The group was founded around 1990, before its members were part of the medieval scene. Each year there are numerous medieval festivals all over Germany, at which knights in shining armor are fighting clumsily with massive swords or attack each other with wooden lances on the back of muscular steeds. Artisans show old crafts made with ancient tools, and there are medieval bathhouses, food prepared using old recipes and of course old music played by minstrels and bandsmen. BB Breuler, the fiddle-wielding front man of the Inchies, gained notoriety as one of the wildest among the wandering players. He used to play his instrument hanging upside down from a rope slung around the gallows pole.

On their last two records "Quiet” and "Too Loud” The Inchtabokatbles shed the ancient sounds and turned to more melancholy tunes. "We´re not interested in medieval music anymore. We want to move on”, BB Breuler stresses. A characteristic feature of their music is its somber mood with an almost Irish feel to it, well suited for a rainy day in Dublin. "Privately we laugh all the time, nobody suffers from depression.

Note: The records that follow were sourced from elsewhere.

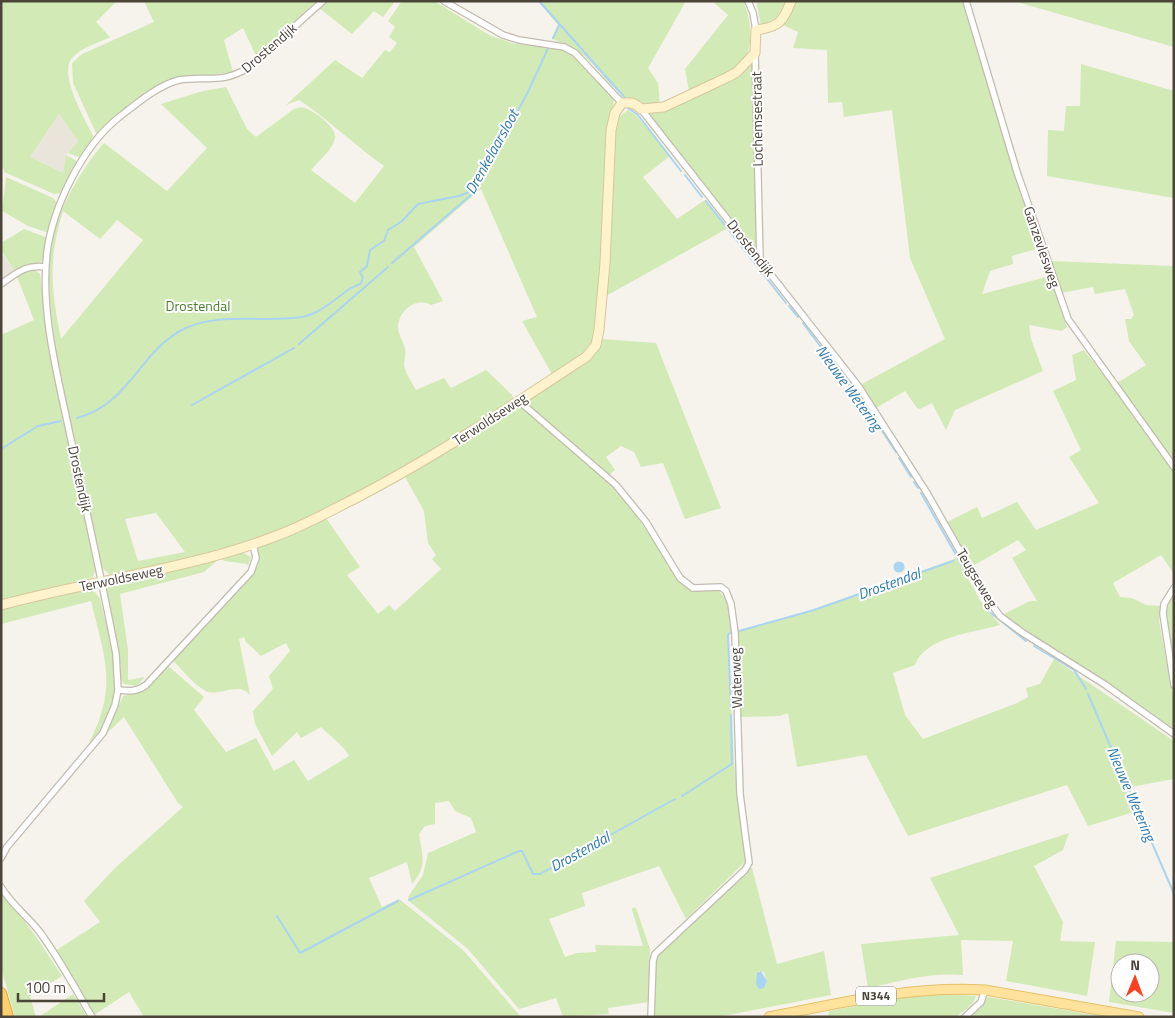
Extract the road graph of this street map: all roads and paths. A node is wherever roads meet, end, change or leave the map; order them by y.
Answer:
1 (323, 1) edge
2 (444, 1) edge
3 (748, 1) edge
4 (791, 1) edge
5 (966, 1) edge
6 (756, 30) junction
7 (755, 53) junction
8 (625, 103) junction
9 (642, 109) junction
10 (760, 259) junction
11 (46, 267) junction
12 (1, 284) edge
13 (859, 387) joint
14 (519, 401) junction
15 (1174, 467) edge
16 (253, 544) junction
17 (102, 582) junction
18 (1174, 588) edge
19 (1, 605) edge
20 (1174, 685) edge
21 (118, 690) junction
22 (1174, 734) edge
23 (1, 858) edge
24 (1, 888) edge
25 (985, 990) junction
26 (1, 993) edge
27 (8, 1017) edge
28 (92, 1017) edge
29 (652, 1017) edge
30 (769, 1017) edge
31 (965, 1017) edge
32 (1139, 1017) edge

1 - 11 street, Drostendijk
2 - 8 street
3 - 6 street
4 - 6 street
5 - 15 street, Ganzevlesweg
6 - 7 street, Lochemsestraat
7 - 9 street
7 - 10 street, Lochemsestraat
8 - 9 street
8 - 14 street, Terwoldseweg
9 - 10 street, Drostendijk
10 - 13 street, Drostendijk
11 - 12 street
11 - 17 street, Drostendijk
13 - 22 street, Teugseweg
14 - 16 street, Terwoldseweg
14 - 29 street, Waterweg
16 - 17 street, Terwoldseweg
16 - 21 street
17 - 19 street, Terwoldseweg
17 - 21 street, Drostendijk
18 - 20 street
21 - 23 street, Drostendijk
24 - 28 street
25 - 30 main road, N344
25 - 31 street
25 - 32 main road, N344
26 - 27 highway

But it´s hard to play happy songs without sounding silly. Dark titles seem to have a greater longevity.”

TANZWUT

Did you know that the devil is the front man of a Berlin band? "Teufel” in German is the name for Satan and Teufel´s band is called Tanzwut (dance fury). It stems from a medieval phenomanon: during the pestilence in the 14th century people expected the world to come to an end shortly. They gave away all their worldly belongings and fell into a dancing fury, often using drugs like mushrooms and alcohol. "We saw a paralell to our modern times. Today people are taking drugs like ecstasy to dance for days on end. So we took this name that we found in some ancient history book”, Teufel explains.

Tanzwut mixes rock, electro, techno and medieval music. Actually all five members play in another band called Corvus Corax (Latin for raven). Here, in their second band, they not only blow huge bagpipes and play simple drums but use flashbombs, smoke and pyrotechnical effects giving the self-proclaimed "kings of the bandsmen” a mind-blowing Kiss appeal. Tanzwut on the other hand uses guitars, keyboards, samples and loops. They sound, if you will, like Rammstein in the 14th century.

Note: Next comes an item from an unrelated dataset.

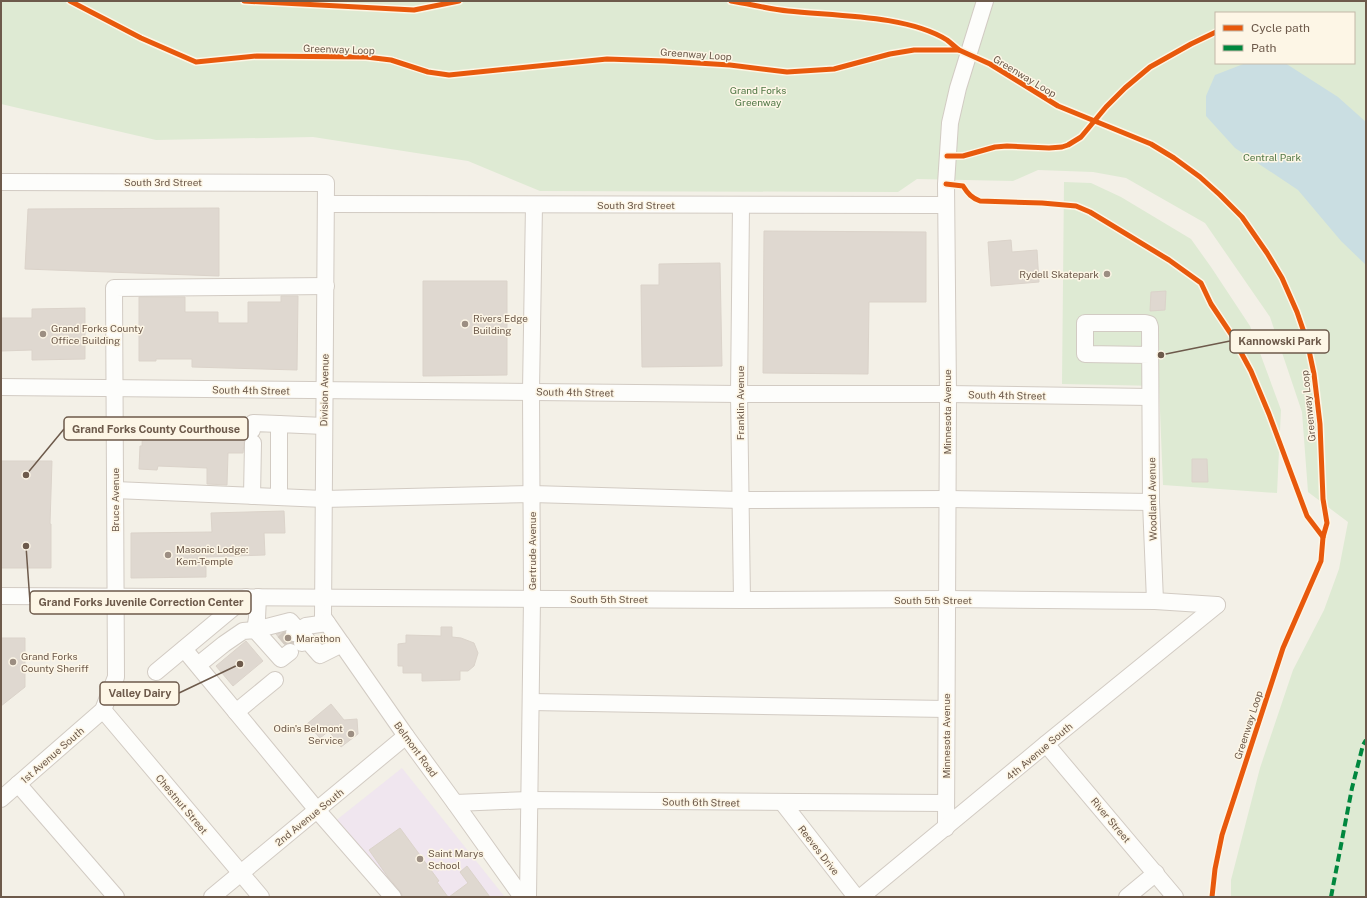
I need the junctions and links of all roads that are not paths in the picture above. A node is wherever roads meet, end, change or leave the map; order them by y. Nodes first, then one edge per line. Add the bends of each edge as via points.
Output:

For their eponymously titled debut album, they haven´t included any of the medieval songs they know so well. "With the execption of "Eisenmann” (a Black Sabbath cover known of course as "Iron Man”) we composed new material”, says Teufel. "The combination of ancient and modern elements is inspiring for us. People watch a concert because they want to be taken out of their daily routine. This was the same in ancient Greece as it will be in the year 2925.”

KNORKATOR

Maybe the most original and wackiest of all the Berlin bands is Knorkator. Named after bone-crushing Hollywood movies like "Terminator”, heavy metal records like "Jugulator” (Judas Priest) and the old fashioned German slang term "knorke” (meaning something like "cool”) the trio unites three unlikely characters: screamer Stumpen boasts a voice that rises and falls over four octaves (very similar to former Judas Priest siren Rob Halford). Half of his entire body is covered by a deep black tattoo - every Friday for eight years he stubbornly trotted to his tattooist. Keyboarder Alf Ator sports a half-moon haircut and claims to have been born in Mongolia. Guitarplayer Buzzdee sometimes wears up to ten pair of sunglasses at the same time and asserts to have been a substitute guitarrist in some obscure japanese kabuki band.

Knorkators second record "Hasen-Chartbreaker” is a mind-boggling experience. It starts with a cover shot that shows the threesome wearing Bugs Bunny teeth and poor man´s Kiss make-up. Musicwise they offer a tender, classical ballad they call "Hardcore”, a death-metal version of the Beatles "With A Little Help From My Friend” and an unlikely symphonic version of AC/DC´s "Highway To Hell”. Their lyrics, mostly in German, break almost every existing taboo, politics excluded. "We place ourselves in the mind of a twelve-year-old and take things like sex, shit, hate and violence to extremes”, says Mastermind Alf Ator. "It´s of course a rock‘n’roll satire, dealing openly with what´s been repressed in our society. It shows what prudishness and repression can lead to.”